--- Information given Enclosed Below ---

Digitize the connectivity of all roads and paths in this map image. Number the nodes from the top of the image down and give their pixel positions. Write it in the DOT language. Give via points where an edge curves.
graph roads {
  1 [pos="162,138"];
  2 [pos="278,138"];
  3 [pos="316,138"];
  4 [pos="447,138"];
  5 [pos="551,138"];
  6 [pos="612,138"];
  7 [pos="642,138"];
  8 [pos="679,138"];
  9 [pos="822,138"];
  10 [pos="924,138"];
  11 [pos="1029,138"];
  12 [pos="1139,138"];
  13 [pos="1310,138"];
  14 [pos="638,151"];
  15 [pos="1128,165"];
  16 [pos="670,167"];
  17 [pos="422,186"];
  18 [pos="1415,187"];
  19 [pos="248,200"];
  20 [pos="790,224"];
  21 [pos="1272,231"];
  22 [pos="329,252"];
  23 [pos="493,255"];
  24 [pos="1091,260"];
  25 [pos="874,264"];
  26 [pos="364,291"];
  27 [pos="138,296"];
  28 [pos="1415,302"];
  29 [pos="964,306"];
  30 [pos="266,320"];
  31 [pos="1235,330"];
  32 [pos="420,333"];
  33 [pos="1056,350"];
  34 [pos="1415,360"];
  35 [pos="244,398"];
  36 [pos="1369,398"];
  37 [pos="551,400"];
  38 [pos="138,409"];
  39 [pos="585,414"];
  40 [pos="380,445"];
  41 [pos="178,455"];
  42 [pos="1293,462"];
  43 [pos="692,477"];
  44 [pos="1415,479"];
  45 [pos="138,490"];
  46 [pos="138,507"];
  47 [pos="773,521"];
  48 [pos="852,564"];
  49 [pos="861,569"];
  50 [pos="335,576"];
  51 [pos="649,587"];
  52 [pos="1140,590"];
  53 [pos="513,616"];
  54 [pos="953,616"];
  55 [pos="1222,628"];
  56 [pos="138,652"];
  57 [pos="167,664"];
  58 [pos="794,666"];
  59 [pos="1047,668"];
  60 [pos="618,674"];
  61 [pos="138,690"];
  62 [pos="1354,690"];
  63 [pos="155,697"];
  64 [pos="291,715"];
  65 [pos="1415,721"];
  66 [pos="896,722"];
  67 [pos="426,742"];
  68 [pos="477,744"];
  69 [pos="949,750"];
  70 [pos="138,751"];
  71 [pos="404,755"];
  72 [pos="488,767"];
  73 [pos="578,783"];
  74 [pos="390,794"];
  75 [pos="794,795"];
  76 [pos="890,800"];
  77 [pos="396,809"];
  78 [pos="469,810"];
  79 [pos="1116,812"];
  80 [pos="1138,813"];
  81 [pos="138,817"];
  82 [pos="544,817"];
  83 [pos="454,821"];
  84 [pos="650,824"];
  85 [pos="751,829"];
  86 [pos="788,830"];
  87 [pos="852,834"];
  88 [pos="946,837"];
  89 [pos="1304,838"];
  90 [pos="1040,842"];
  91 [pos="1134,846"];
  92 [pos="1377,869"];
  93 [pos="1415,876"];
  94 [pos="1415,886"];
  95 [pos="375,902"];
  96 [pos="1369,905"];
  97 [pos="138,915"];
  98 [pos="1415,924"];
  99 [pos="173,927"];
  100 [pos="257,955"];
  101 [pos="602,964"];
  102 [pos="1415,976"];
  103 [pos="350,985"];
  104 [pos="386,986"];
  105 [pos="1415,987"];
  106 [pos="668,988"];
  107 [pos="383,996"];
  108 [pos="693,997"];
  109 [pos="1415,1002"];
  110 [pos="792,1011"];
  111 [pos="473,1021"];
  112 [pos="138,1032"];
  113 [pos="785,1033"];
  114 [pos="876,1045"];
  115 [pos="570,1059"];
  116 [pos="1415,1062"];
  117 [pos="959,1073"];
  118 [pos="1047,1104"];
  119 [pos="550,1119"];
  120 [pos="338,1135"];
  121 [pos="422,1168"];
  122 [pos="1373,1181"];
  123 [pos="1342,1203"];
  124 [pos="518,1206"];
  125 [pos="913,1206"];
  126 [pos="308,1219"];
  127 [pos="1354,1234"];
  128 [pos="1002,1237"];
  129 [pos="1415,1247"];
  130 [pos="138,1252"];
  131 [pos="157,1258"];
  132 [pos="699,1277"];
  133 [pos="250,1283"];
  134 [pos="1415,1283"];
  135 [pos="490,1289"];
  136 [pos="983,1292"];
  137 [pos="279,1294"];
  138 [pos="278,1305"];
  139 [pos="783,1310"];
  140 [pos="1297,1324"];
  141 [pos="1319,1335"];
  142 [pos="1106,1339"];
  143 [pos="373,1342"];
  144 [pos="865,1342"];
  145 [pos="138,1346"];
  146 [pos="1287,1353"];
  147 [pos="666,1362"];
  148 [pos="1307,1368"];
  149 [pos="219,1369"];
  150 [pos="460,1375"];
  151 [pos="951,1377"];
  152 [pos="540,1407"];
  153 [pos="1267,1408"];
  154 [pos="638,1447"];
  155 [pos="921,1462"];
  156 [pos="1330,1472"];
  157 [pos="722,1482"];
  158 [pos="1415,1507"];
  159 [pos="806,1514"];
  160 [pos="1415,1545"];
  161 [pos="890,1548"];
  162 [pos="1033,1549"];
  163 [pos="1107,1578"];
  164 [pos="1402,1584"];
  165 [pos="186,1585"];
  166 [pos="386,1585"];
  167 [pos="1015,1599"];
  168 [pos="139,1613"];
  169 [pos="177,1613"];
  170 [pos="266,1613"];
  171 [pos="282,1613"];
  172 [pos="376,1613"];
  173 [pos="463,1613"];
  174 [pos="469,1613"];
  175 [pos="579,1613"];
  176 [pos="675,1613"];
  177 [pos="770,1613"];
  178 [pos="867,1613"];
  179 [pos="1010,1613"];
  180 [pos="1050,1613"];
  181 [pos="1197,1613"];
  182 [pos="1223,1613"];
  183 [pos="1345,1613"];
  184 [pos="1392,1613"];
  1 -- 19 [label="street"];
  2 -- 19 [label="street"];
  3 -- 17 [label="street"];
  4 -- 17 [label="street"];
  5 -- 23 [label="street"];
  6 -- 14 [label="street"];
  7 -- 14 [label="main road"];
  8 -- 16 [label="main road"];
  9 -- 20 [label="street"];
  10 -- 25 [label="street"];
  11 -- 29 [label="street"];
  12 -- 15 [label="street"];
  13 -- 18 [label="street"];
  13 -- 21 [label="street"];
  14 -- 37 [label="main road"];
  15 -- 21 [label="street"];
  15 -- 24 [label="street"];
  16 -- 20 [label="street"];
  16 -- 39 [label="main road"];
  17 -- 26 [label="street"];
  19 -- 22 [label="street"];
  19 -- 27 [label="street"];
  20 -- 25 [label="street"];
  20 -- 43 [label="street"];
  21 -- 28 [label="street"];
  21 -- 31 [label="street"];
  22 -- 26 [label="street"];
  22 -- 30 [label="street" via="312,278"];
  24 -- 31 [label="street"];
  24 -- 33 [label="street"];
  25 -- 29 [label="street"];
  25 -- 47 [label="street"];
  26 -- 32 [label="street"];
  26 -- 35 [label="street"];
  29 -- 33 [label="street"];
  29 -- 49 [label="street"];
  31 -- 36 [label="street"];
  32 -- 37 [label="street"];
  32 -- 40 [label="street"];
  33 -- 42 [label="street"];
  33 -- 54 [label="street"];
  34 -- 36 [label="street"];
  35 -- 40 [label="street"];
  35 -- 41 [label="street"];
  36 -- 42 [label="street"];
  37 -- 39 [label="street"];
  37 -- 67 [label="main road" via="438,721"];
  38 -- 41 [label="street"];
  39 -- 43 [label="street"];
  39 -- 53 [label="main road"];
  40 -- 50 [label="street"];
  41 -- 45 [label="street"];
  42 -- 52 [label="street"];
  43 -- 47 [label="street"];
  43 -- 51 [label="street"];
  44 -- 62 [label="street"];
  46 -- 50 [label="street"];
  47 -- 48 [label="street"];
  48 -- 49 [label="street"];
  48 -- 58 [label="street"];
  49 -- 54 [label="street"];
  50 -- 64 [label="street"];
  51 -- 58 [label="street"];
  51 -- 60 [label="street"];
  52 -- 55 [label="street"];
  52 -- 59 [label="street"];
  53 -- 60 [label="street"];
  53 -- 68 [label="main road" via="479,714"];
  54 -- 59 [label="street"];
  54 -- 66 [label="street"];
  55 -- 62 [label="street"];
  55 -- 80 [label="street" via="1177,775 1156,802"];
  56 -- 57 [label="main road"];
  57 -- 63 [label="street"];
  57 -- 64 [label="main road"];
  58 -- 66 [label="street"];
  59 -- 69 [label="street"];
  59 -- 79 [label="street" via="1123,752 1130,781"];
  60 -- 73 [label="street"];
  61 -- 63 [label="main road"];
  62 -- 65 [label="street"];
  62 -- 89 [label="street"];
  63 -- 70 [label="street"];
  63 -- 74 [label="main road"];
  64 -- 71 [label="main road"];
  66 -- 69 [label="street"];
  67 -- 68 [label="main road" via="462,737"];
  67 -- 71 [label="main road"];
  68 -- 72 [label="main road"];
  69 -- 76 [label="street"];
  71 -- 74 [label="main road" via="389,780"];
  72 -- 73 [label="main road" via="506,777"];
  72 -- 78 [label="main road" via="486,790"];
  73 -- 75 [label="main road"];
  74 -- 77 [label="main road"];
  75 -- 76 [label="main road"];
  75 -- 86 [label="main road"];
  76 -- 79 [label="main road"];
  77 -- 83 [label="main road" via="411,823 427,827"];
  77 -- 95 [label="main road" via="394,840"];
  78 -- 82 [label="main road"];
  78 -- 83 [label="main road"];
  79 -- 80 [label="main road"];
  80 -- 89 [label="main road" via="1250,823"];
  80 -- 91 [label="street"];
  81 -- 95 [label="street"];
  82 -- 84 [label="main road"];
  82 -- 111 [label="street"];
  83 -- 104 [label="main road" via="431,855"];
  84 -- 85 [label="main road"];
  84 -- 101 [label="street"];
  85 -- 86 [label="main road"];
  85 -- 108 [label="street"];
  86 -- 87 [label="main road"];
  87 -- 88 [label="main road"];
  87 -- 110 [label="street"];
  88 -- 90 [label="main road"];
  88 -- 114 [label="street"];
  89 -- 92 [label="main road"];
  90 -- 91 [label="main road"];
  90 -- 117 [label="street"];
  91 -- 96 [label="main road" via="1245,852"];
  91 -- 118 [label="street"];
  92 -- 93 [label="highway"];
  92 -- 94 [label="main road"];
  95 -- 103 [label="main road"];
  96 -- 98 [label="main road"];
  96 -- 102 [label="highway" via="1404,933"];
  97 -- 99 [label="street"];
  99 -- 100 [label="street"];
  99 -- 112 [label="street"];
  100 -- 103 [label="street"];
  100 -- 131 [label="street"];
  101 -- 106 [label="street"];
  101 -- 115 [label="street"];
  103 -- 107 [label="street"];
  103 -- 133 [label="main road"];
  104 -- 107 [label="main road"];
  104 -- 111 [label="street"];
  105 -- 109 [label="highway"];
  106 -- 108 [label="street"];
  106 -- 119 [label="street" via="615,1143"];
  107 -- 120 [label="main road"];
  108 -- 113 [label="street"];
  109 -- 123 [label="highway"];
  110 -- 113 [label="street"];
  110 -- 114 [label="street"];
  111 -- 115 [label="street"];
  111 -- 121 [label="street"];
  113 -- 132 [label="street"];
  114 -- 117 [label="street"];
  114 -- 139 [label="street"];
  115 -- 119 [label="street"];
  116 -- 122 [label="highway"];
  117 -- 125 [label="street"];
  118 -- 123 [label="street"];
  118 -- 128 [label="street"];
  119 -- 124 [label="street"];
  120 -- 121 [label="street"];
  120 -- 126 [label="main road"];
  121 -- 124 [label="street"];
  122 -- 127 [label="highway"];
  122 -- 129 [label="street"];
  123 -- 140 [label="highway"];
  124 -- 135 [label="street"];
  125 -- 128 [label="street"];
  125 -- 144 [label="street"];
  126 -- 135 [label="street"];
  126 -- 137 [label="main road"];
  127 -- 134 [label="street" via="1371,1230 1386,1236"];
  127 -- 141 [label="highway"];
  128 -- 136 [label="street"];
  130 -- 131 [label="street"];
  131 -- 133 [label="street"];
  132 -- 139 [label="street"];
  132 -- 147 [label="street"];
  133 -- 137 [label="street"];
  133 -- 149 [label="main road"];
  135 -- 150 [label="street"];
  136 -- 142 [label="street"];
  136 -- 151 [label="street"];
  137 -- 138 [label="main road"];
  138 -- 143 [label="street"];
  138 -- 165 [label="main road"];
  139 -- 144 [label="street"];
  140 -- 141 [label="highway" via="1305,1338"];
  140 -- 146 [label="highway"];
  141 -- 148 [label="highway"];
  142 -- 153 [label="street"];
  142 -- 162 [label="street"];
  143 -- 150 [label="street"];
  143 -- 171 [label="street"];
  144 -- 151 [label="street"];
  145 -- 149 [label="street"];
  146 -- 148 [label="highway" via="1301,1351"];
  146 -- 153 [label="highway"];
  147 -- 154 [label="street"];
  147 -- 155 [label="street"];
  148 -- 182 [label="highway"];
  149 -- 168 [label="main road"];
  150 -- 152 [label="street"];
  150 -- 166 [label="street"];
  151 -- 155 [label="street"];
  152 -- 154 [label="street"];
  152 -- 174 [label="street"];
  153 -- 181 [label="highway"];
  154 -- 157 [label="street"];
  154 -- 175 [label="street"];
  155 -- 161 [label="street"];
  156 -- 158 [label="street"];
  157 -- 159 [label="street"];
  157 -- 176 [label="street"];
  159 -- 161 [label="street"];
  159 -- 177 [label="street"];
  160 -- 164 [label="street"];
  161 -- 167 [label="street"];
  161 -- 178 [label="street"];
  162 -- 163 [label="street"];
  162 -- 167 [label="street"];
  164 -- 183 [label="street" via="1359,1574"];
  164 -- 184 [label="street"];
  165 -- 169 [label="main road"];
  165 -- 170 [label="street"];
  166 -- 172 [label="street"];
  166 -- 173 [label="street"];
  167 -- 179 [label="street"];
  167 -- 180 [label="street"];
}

--- End of Enclosed Information given ---

__What is needed__
Please say how many lines in the records above contain the string "roads", giving no other words.

__Answer space__
2